Let $V_t(x)=x^2+t\phi(x)$ where $t>0$ and $\phi\in C^\infty_c(\mathbb{R})$.
My question is what can be said about the continuity of the (unique) minimizer (among probability measures) of the following lower semi continuous (w.r.t weak topology) strictly convex functional $$E(\mu)=\int_\mathbb{R}V_t(x)d\mu(x)-P\iint_{\mathbb{R}^2}\log|x-y|d\mu(x)d\mu(y)+\int_\mathbb{R}\log\Big(\dfrac{d\mu}{dx}\Big)d\mu(x)$$
with respect to $t$ and $P>0$. The minimizer $\mu_t$ of this equation with p.d.f $\rho_t$ is characterized by the following equation:
There exists a constant $C_t^P\in\mathbb{R}$ such that for all $x\in\mathbb{R}$ $$V_t(x)-2P\int_\mathbb{R}\log|x-y|\rho_t(y)dy+\log\rho_t(x)=C_t^P$$.
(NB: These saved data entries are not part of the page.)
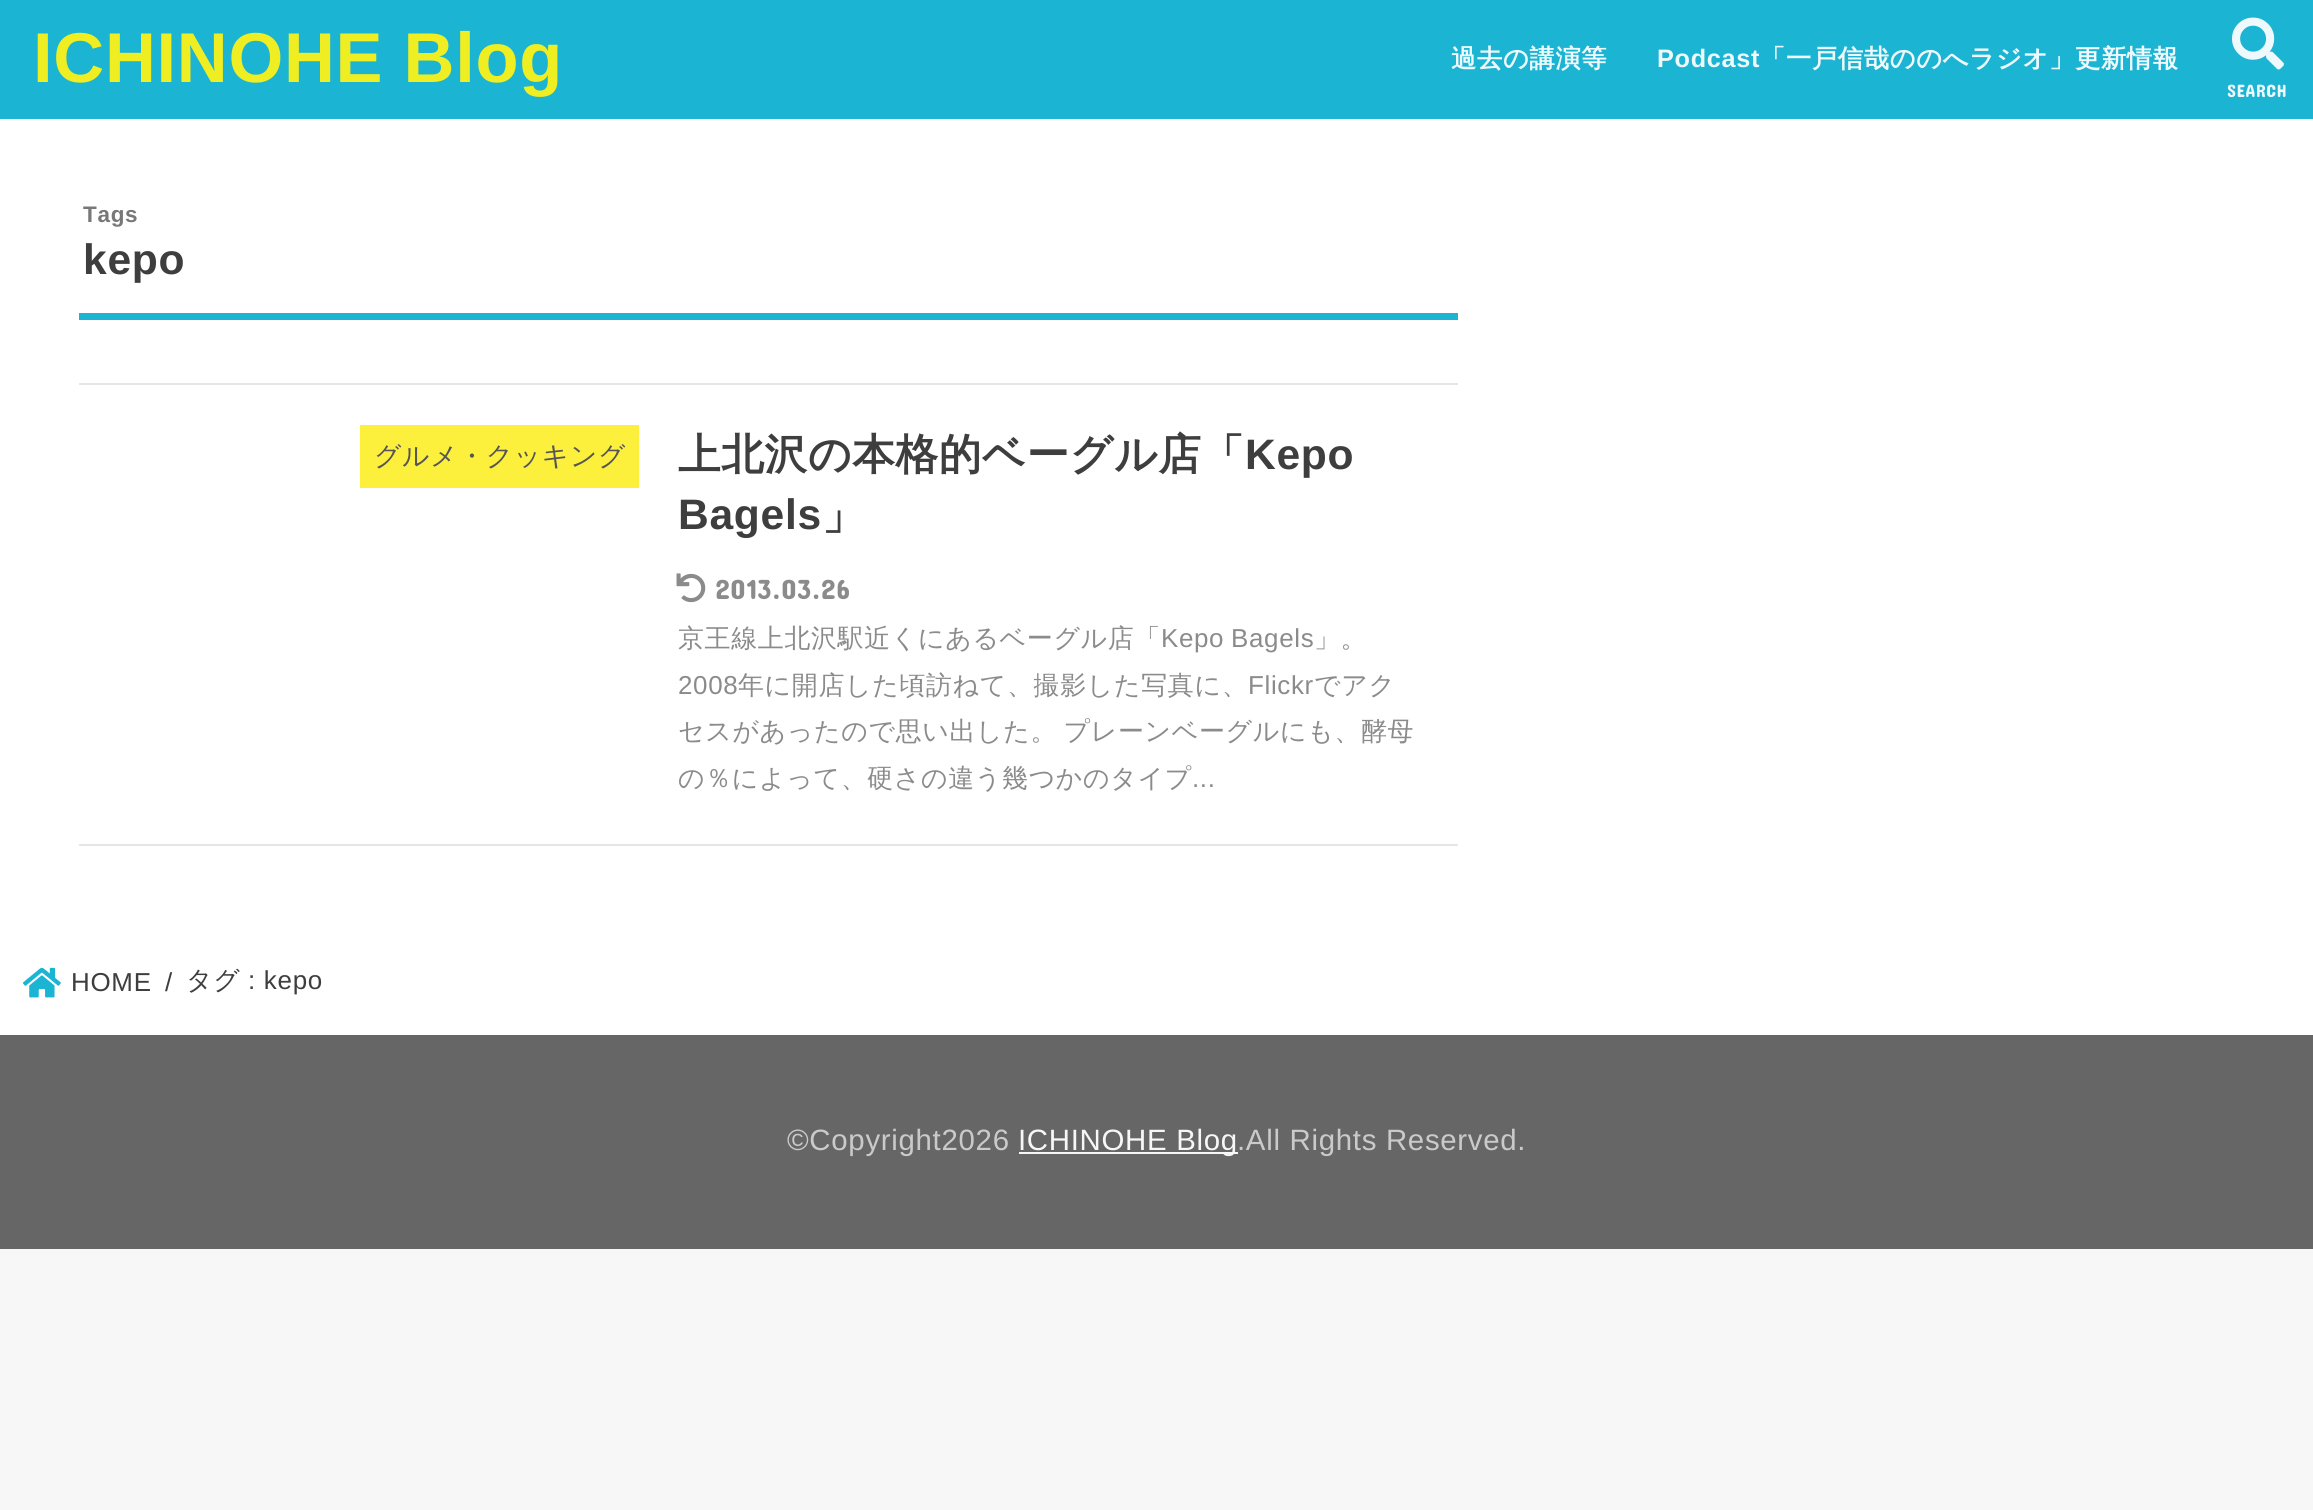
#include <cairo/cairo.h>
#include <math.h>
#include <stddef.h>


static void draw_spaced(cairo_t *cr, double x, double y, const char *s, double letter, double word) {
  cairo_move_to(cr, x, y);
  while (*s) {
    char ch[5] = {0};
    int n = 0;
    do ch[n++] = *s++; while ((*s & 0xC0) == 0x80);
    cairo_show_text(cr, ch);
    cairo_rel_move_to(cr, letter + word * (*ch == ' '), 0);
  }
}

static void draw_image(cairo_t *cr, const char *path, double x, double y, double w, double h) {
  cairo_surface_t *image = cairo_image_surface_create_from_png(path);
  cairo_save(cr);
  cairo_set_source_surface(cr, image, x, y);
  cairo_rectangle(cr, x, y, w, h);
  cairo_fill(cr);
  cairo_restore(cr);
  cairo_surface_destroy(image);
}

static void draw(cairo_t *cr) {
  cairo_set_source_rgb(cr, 247 / 255.0, 247 / 255.0, 247 / 255.0);
  cairo_paint(cr);
  cairo_set_source_rgb(cr, 27 / 255.0, 180 / 255.0, 211 / 255.0);
  cairo_rectangle(cr, 0, 0, 2313, 119);
  cairo_fill(cr);
  draw_image(cr, "images/1.png", 2232, 17, 52, 53);
  cairo_set_source_rgb(cr, 1, 1, 1);
  cairo_rectangle(cr, 0, 119, 2313, 916);
  cairo_fill(cr);
  cairo_set_source_rgb(cr, 27 / 255.0, 180 / 255.0, 211 / 255.0);
  cairo_rectangle(cr, 79, 313, 1379, 7);
  cairo_fill(cr);
  cairo_set_source_rgb(cr, 230 / 255.0, 230 / 255.0, 230 / 255.0);
  cairo_rectangle(cr, 79, 383, 1379, 2);
  cairo_fill(cr);
  cairo_rectangle(cr, 79, 844, 1379, 2);
  cairo_fill(cr);
  cairo_set_source_rgb(cr, 252 / 255.0, 240 / 255.0, 60 / 255.0);
  cairo_rectangle(cr, 360, 425, 279, 63);
  cairo_fill(cr);
  draw_image(cr, "images/2.png", 676, 573, 30, 30);
  draw_image(cr, "images/3.png", 23, 967, 38, 31);
  cairo_set_source_rgb(cr, 102 / 255.0, 102 / 255.0, 102 / 255.0);
  cairo_rectangle(cr, 0, 1035, 2313, 214);
  cairo_fill(cr);
  cairo_set_source_rgb(cr, 247 / 255.0, 247 / 255.0, 247 / 255.0);
  cairo_rectangle(cr, 1019, 1152, 219, 2);
  cairo_fill(cr);
  cairo_select_font_face(cr, "Liberation Sans", CAIRO_FONT_SLANT_NORMAL, CAIRO_FONT_WEIGHT_BOLD);
  cairo_set_font_size(cr, 70.5);
  cairo_set_source_rgb(cr, 238 / 255.0, 238 / 255.0, 34 / 255.0);
  draw_spaced(cr, 33, 82, "ICHINOHE Blog", 0.7, 0);
  cairo_select_font_face(cr, "WenQuanYi Zen Hei", CAIRO_FONT_SLANT_NORMAL, CAIRO_FONT_WEIGHT_BOLD);
  cairo_set_font_size(cr, 25.25);
  cairo_set_source_rgb(cr, 237 / 255.0, 249 / 255.0, 252 / 255.0);
  draw_spaced(cr, 1451, 67, "過去の講演等", 0.7, 0);
  cairo_select_font_face(cr, "Liberation Sans", CAIRO_FONT_SLANT_NORMAL, CAIRO_FONT_WEIGHT_BOLD);
  draw_spaced(cr, 1657, 67, "Podcast", 0.7, 0);
  cairo_select_font_face(cr, "WenQuanYi Zen Hei", CAIRO_FONT_SLANT_NORMAL, CAIRO_FONT_WEIGHT_BOLD);
  draw_spaced(cr, 1760, 67, "「一戸信哉ののへラジオ」更新情報", 0.7, 0);
  cairo_select_font_face(cr, "Concert One", CAIRO_FONT_SLANT_NORMAL, CAIRO_FONT_WEIGHT_NORMAL);
  cairo_set_font_size(cr, 18);
  draw_spaced(cr, 2227, 97, "SEARCH", 0.5, 0);
  cairo_select_font_face(cr, "Liberation Sans", CAIRO_FONT_SLANT_NORMAL, CAIRO_FONT_WEIGHT_BOLD);
  cairo_set_font_size(cr, 22.5);
  cairo_set_source_rgb(cr, 120 / 255.0, 120 / 255.0, 120 / 255.0);
  draw_spaced(cr, 83, 222, "Tags", 0.7, 0);
  cairo_set_font_size(cr, 42.6);
  cairo_set_source_rgb(cr, 62 / 255.0, 62 / 255.0, 62 / 255.0);
  draw_spaced(cr, 83, 274, "kepo", 0.7, 0);
  cairo_select_font_face(cr, "WenQuanYi Zen Hei Medium", CAIRO_FONT_SLANT_NORMAL, CAIRO_FONT_WEIGHT_NORMAL);
  cairo_set_font_size(cr, 26.75);
  cairo_set_source_rgb(cr, 85 / 255.0, 85 / 255.0, 85 / 255.0);
  draw_spaced(cr, 374, 465, "グルメ・クッキング", 0.7, 0);
  cairo_select_font_face(cr, "WenQuanYi Zen Hei", CAIRO_FONT_SLANT_NORMAL, CAIRO_FONT_WEIGHT_BOLD);
  cairo_set_font_size(cr, 42.6);
  cairo_set_source_rgb(cr, 62 / 255.0, 62 / 255.0, 62 / 255.0);
  draw_spaced(cr, 678, 469, "上北沢の本格的ベーグル店「", 0.7, 0);
  cairo_select_font_face(cr, "Liberation Sans", CAIRO_FONT_SLANT_NORMAL, CAIRO_FONT_WEIGHT_BOLD);
  draw_spaced(cr, 1245, 469, "Kepo", 0.7, 0);
  draw_spaced(cr, 678, 529, "Bagels", 0.7, 0);
  cairo_select_font_face(cr, "WenQuanYi Zen Hei", CAIRO_FONT_SLANT_NORMAL, CAIRO_FONT_WEIGHT_BOLD);
  draw_spaced(cr, 822, 529, "」", 0.7, 0);
  cairo_select_font_face(cr, "Concert One", CAIRO_FONT_SLANT_NORMAL, CAIRO_FONT_WEIGHT_NORMAL);
  cairo_set_font_size(cr, 28);
  cairo_set_source_rgb(cr, 139 / 255.0, 139 / 255.0, 139 / 255.0);
  draw_spaced(cr, 715, 599, "2013.03.26", 0.7, 0);
  cairo_select_font_face(cr, "WenQuanYi Zen Hei Medium", CAIRO_FONT_SLANT_NORMAL, CAIRO_FONT_WEIGHT_NORMAL);
  cairo_set_font_size(cr, 25.95);
  draw_spaced(cr, 678, 647, "京王線上北沢駅近くにあるベーグル店「", 0.65, 0);
  cairo_select_font_face(cr, "Liberation Sans", CAIRO_FONT_SLANT_NORMAL, CAIRO_FONT_WEIGHT_NORMAL);
  draw_spaced(cr, 1161, 647, "Kepo Bagels", 0.65, -1);
  cairo_select_font_face(cr, "WenQuanYi Zen Hei Medium", CAIRO_FONT_SLANT_NORMAL, CAIRO_FONT_WEIGHT_NORMAL);
  draw_spaced(cr, 1314, 647, "」。", 0.65, 0);
  cairo_select_font_face(cr, "Liberation Sans", CAIRO_FONT_SLANT_NORMAL, CAIRO_FONT_WEIGHT_NORMAL);
  draw_spaced(cr, 678, 694, "2008", 0.65, 0);
  cairo_select_font_face(cr, "WenQuanYi Zen Hei Medium", CAIRO_FONT_SLANT_NORMAL, CAIRO_FONT_WEIGHT_NORMAL);
  draw_spaced(cr, 738, 694, "年に開店した頃訪ねて、撮影した写真に、", 0.65, 0);
  cairo_select_font_face(cr, "Liberation Sans", CAIRO_FONT_SLANT_NORMAL, CAIRO_FONT_WEIGHT_NORMAL);
  draw_spaced(cr, 1248, 694, "Flickr", 0.65, 0);
  cairo_select_font_face(cr, "WenQuanYi Zen Hei Medium", CAIRO_FONT_SLANT_NORMAL, CAIRO_FONT_WEIGHT_NORMAL);
  draw_spaced(cr, 1314, 694, "でアク", 0.65, 0);
  draw_spaced(cr, 678, 740, "セスがあったので思い出した。 プレーンベーグルにも、酵母", 0.65, -2);
  draw_spaced(cr, 678, 787, "の％によって、硬さの違う幾つかのタイプ", 0.65, 0);
  cairo_select_font_face(cr, "Liberation Sans", CAIRO_FONT_SLANT_NORMAL, CAIRO_FONT_WEIGHT_NORMAL);
  draw_spaced(cr, 1192, 787, "...", 0.65, 0);
  cairo_set_source_rgb(cr, 62 / 255.0, 62 / 255.0, 62 / 255.0);
  draw_spaced(cr, 71, 991, "HOME", 0.7, 0);
  draw_spaced(cr, 165, 991, "/", 0.7, 0);
  cairo_select_font_face(cr, "WenQuanYi Zen Hei Medium", CAIRO_FONT_SLANT_NORMAL, CAIRO_FONT_WEIGHT_NORMAL);
  draw_spaced(cr, 186, 989, "タグ", 0.7, 0);
  cairo_select_font_face(cr, "Liberation Sans", CAIRO_FONT_SLANT_NORMAL, CAIRO_FONT_WEIGHT_NORMAL);
  draw_spaced(cr, 248, 989, ": kepo", 0.7, 0);
  cairo_set_font_size(cr, 29.4);
  cairo_set_source_rgb(cr, 202 / 255.0, 202 / 255.0, 202 / 255.0);
  draw_spaced(cr, 787, 1150, "©Copyright2026", 0.7, 0);
  cairo_set_source_rgb(cr, 247 / 255.0, 247 / 255.0, 247 / 255.0);
  draw_spaced(cr, 1018, 1150, "ICHINOHE Blog", 0.7, 0);
  cairo_set_source_rgb(cr, 202 / 255.0, 202 / 255.0, 202 / 255.0);
  draw_spaced(cr, 1237, 1150, ".All Rights Reserved.", 0.7, 0);
}

int main(void) {
  cairo_surface_t *surface = cairo_image_surface_create(CAIRO_FORMAT_RGB24, 2313, 1510);
  cairo_t *cr = cairo_create(surface);
  cairo_font_options_t *options = cairo_font_options_create();
  cairo_font_options_set_hint_metrics(options, CAIRO_HINT_METRICS_OFF);
  cairo_font_options_set_hint_style(options, CAIRO_HINT_STYLE_NONE);
  cairo_set_font_options(cr, options);
  cairo_set_miter_limit(cr, 4);
  draw(cr);
  cairo_surface_write_to_png(surface, "out.png");
  cairo_font_options_destroy(options);
  cairo_destroy(cr);
  cairo_surface_destroy(surface);
  return 0;
}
We can differentiate w.r.t $x$ and find the relation $O[\rho_t]=-V'_t$ where $O$ is defined by $$O[f]=\dfrac{f'}{f}+2P\mathcal{H}[f]$$
where $\mathcal{H}[f](x):=p.v\displaystyle\int_\mathbb{R}\dfrac{f(t)}{t-x}dt$.
Is there a small chance that $\rho_t$ will be continuous with respect to $t$ ? I think it would be easier to invert the non-linear operator $O$ and show continuity of the inverse with small $P$.